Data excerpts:
= = = =

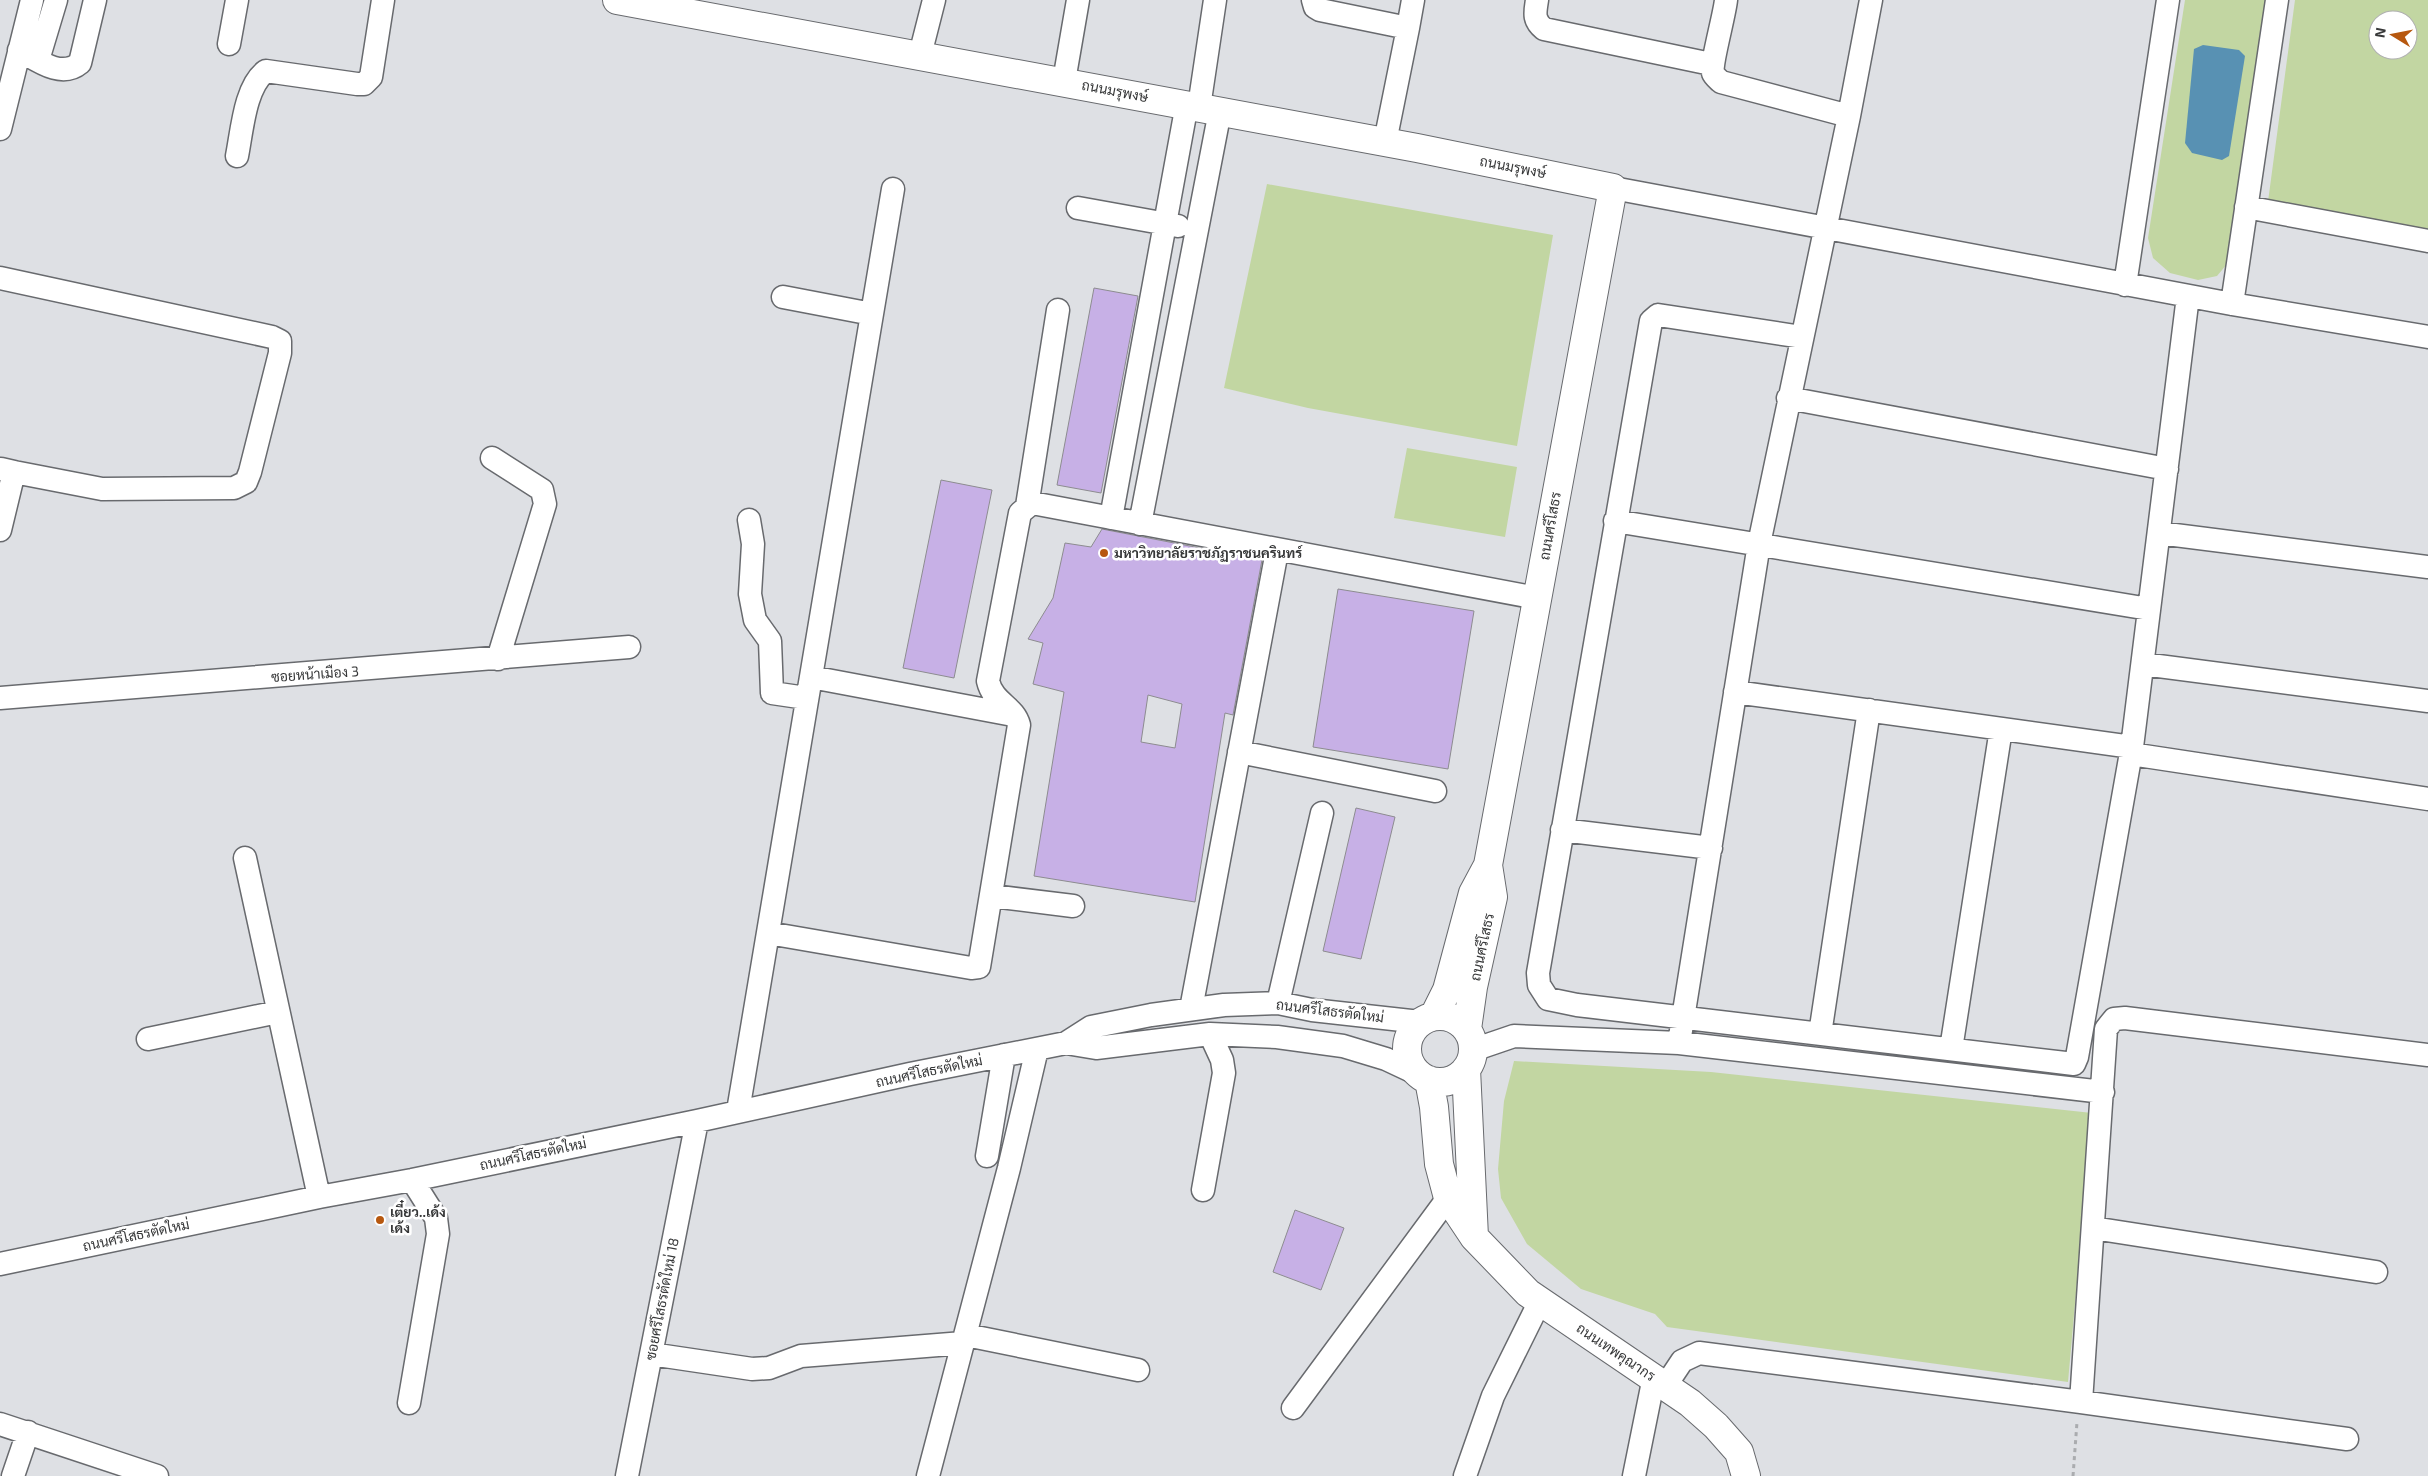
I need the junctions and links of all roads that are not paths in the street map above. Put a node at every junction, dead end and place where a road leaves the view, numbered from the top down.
1 (32, 0) edge
2 (56, 0) edge
3 (94, 0) edge
4 (237, 0) edge
5 (383, 0) edge
6 (617, 0) edge
7 (934, 0) edge
8 (1078, 0) edge
9 (1215, 0) edge
10 (1313, 0) edge
11 (1413, 0) edge
12 (1537, 0) edge
13 (1726, 0) edge
14 (1871, 0) edge
15 (2168, 0) edge
16 (2278, 0) edge
17 (1408, 28) junction
18 (229, 44) dead end
19 (29, 55) junction
20 (920, 55) junction
21 (1711, 64) junction
22 (1064, 81) junction
23 (1202, 108) junction
24 (1848, 116) junction
25 (0, 129) edge
26 (1385, 142) junction
27 (236, 156) dead end
28 (1613, 188) junction
29 (893, 189) dead end
30 (2246, 207) junction
31 (1078, 208) dead end
32 (1165, 224) junction
33 (1824, 228) junction
34 (1197, 230) junction
35 (2428, 241) edge
36 (0, 278) edge
37 (2125, 285) junction
38 (2188, 296) junction
39 (783, 297) dead end
40 (2232, 304) junction
41 (1058, 310) dead end
42 (872, 314) junction
43 (1802, 337) junction
44 (2428, 338) edge
45 (1788, 398) junction
46 (492, 458) dead end
47 (2167, 469) junction
48 (7, 470) edge
49 (1027, 506) junction
50 (1111, 518) junction
51 (750, 520) dead end
52 (1615, 521) junction
53 (1140, 524) junction
54 (0, 530) edge
55 (2159, 533) junction
56 (1760, 544) junction
57 (1277, 551) junction
58 (2428, 566) edge
59 (1537, 598) junction
60 (2149, 609) junction
61 (629, 648) dead end
62 (498, 659) junction
63 (2142, 664) junction
64 (809, 688) junction
65 (1735, 692) junction
66 (0, 698) edge
67 (2428, 701) edge
68 (1869, 710) junction
69 (1017, 716) junction
70 (2001, 729) junction
71 (2132, 751) junction
72 (1239, 752) junction
73 (1435, 791) dead end
74 (2428, 799) edge
75 (1322, 813) dead end
76 (1562, 830) junction
77 (1710, 848) junction
78 (245, 858) dead end
79 (1488, 865) junction
80 (992, 896) junction
81 (1074, 906) dead end
82 (768, 933) junction
83 (1278, 1003) junction
84 (1192, 1009) junction
85 (278, 1012) junction
86 (1683, 1017) junction
87 (1427, 1019) junction
88 (1210, 1034) junction
89 (1820, 1034) junction
90 (148, 1039) dead end
91 (1066, 1043) junction
92 (1679, 1043) junction
93 (1037, 1049) junction
94 (1469, 1049) junction
95 (1951, 1049) junction
96 (1004, 1055) junction
97 (2428, 1055) edge
98 (1425, 1077) junction
99 (2103, 1092) junction
100 (738, 1111) junction
101 (697, 1121) junction
102 (987, 1156) dead end
103 (412, 1180) junction
104 (1203, 1190) dead end
105 (318, 1197) junction
106 (1448, 1198) junction
107 (2093, 1228) junction
108 (1474, 1238) junction
109 (0, 1264) edge
110 (2376, 1272) dead end
111 (1540, 1301) junction
112 (964, 1339) junction
113 (651, 1354) junction
114 (1138, 1370) dead end
115 (1660, 1381) junction
116 (2080, 1402) junction
117 (409, 1403) dead end
118 (1293, 1408) dead end
119 (0, 1424) edge
120 (28, 1432) junction
121 (2347, 1439) dead end
122 (13, 1476) edge
123 (157, 1476) edge
124 (627, 1476) edge
125 (928, 1476) edge
126 (1465, 1476) edge
127 (1634, 1476) edge
128 (1746, 1476) edge

1 - 19 street
2 - 19 street
3 - 19 street
4 - 18 street
5 - 27 street
6 - 20 main road, ถนนมรุพงษ์
7 - 20 street
8 - 22 street
9 - 23 street
10 - 17 street
11 - 17 street
12 - 21 street
13 - 21 street
14 - 24 street
15 - 37 street
16 - 30 street
17 - 26 street
19 - 25 street
20 - 22 main road, ถนนมรุพงษ์
21 - 24 street
22 - 23 main road, ถนนมรุพงษ์
23 - 26 main road, ถนนมรุพงษ์
23 - 32 street
23 - 34 street
24 - 33 street
26 - 28 main road, ถนนมรุพงษ์
28 - 33 street
28 - 59 main road, ถนนศรีโสธร
29 - 42 street
30 - 35 street
30 - 40 street
31 - 32 street
32 - 34 street
32 - 50 street
33 - 37 street
33 - 43 street
34 - 53 street
36 - 48 street
37 - 38 street
38 - 40 street
38 - 47 street
39 - 42 street
40 - 44 street
41 - 49 street
42 - 64 street
43 - 45 street
43 - 52 street
45 - 47 street
45 - 56 street
46 - 62 street
47 - 55 street
48 - 54 street
49 - 50 street
49 - 69 street
50 - 53 street
51 - 64 street
52 - 56 street
52 - 76 street
53 - 57 street
55 - 58 street
55 - 60 street
56 - 60 street
56 - 65 street
57 - 59 street
57 - 72 street
59 - 79 main road, ถนนศรีโสธร
60 - 63 street
61 - 62 street, ซอยหน้าเมือง 3
62 - 66 street, ซอยหน้าเมือง 3
63 - 67 street
63 - 71 street
64 - 69 street
64 - 82 street
65 - 68 street
65 - 77 street
68 - 70 street
68 - 89 street
69 - 80 street
70 - 71 street
70 - 95 street
71 - 74 street
71 - 95 street
72 - 73 street
72 - 84 street
75 - 83 street
76 - 77 street
76 - 86 street
77 - 86 street
78 - 85 street
79 - 87 main road, ถนนศรีโสธร
79 - 94 main road, ถนนศรีโสธร
80 - 81 street
80 - 82 street
82 - 100 street
83 - 84 street, ถนนศรีโสธรตัดใหม่
83 - 87 street, ถนนศรีโสธรตัดใหม่
84 - 91 street, ถนนศรีโสธรตัดใหม่
85 - 90 street
85 - 105 street
86 - 89 street
86 - 92 street
87 - 94 main road
87 - 98 main road
88 - 91 street, ถนนศรีโสธรตัดใหม่
88 - 98 street, ถนนศรีโสธรตัดใหม่
88 - 104 street
89 - 95 street
91 - 93 street, ถนนศรีโสธรตัดใหม่
92 - 94 street
92 - 99 street
93 - 96 street, ถนนศรีโสธรตัดใหม่
93 - 112 street
94 - 98 main road
94 - 108 main road
96 - 100 street, ถนนศรีโสธรตัดใหม่
96 - 102 street
97 - 99 street
98 - 106 main road, ถนนเทพคุณากร
99 - 107 street
100 - 101 street, ถนนศรีโสธรตัดใหม่
101 - 103 street, ถนนศรีโสธรตัดใหม่
101 - 113 street, ซอยศรีโสธรตัดใหม่ 18
103 - 105 street, ถนนศรีโสธรตัดใหม่
103 - 117 street
105 - 109 street, ถนนศรีโสธรตัดใหม่
106 - 108 main road, ถนนเทพคุณากร
106 - 118 street
107 - 110 street
107 - 116 street
108 - 111 main road, ถนนเทพคุณากร
111 - 115 main road, ถนนเทพคุณากร
111 - 126 street
112 - 113 street
112 - 114 street
112 - 125 street
113 - 124 street, ซอยศรีโสธรตัดใหม่ 18
115 - 116 street
115 - 127 street
115 - 128 main road, ถนนเทพคุณากร
116 - 121 street
119 - 120 street
120 - 122 street
120 - 123 street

= = = =

_EXERCISE:_ How many lines of the entries contain "ถนนเทพค"? Answer with a number alone.

_ANSWER SPACE:_ 5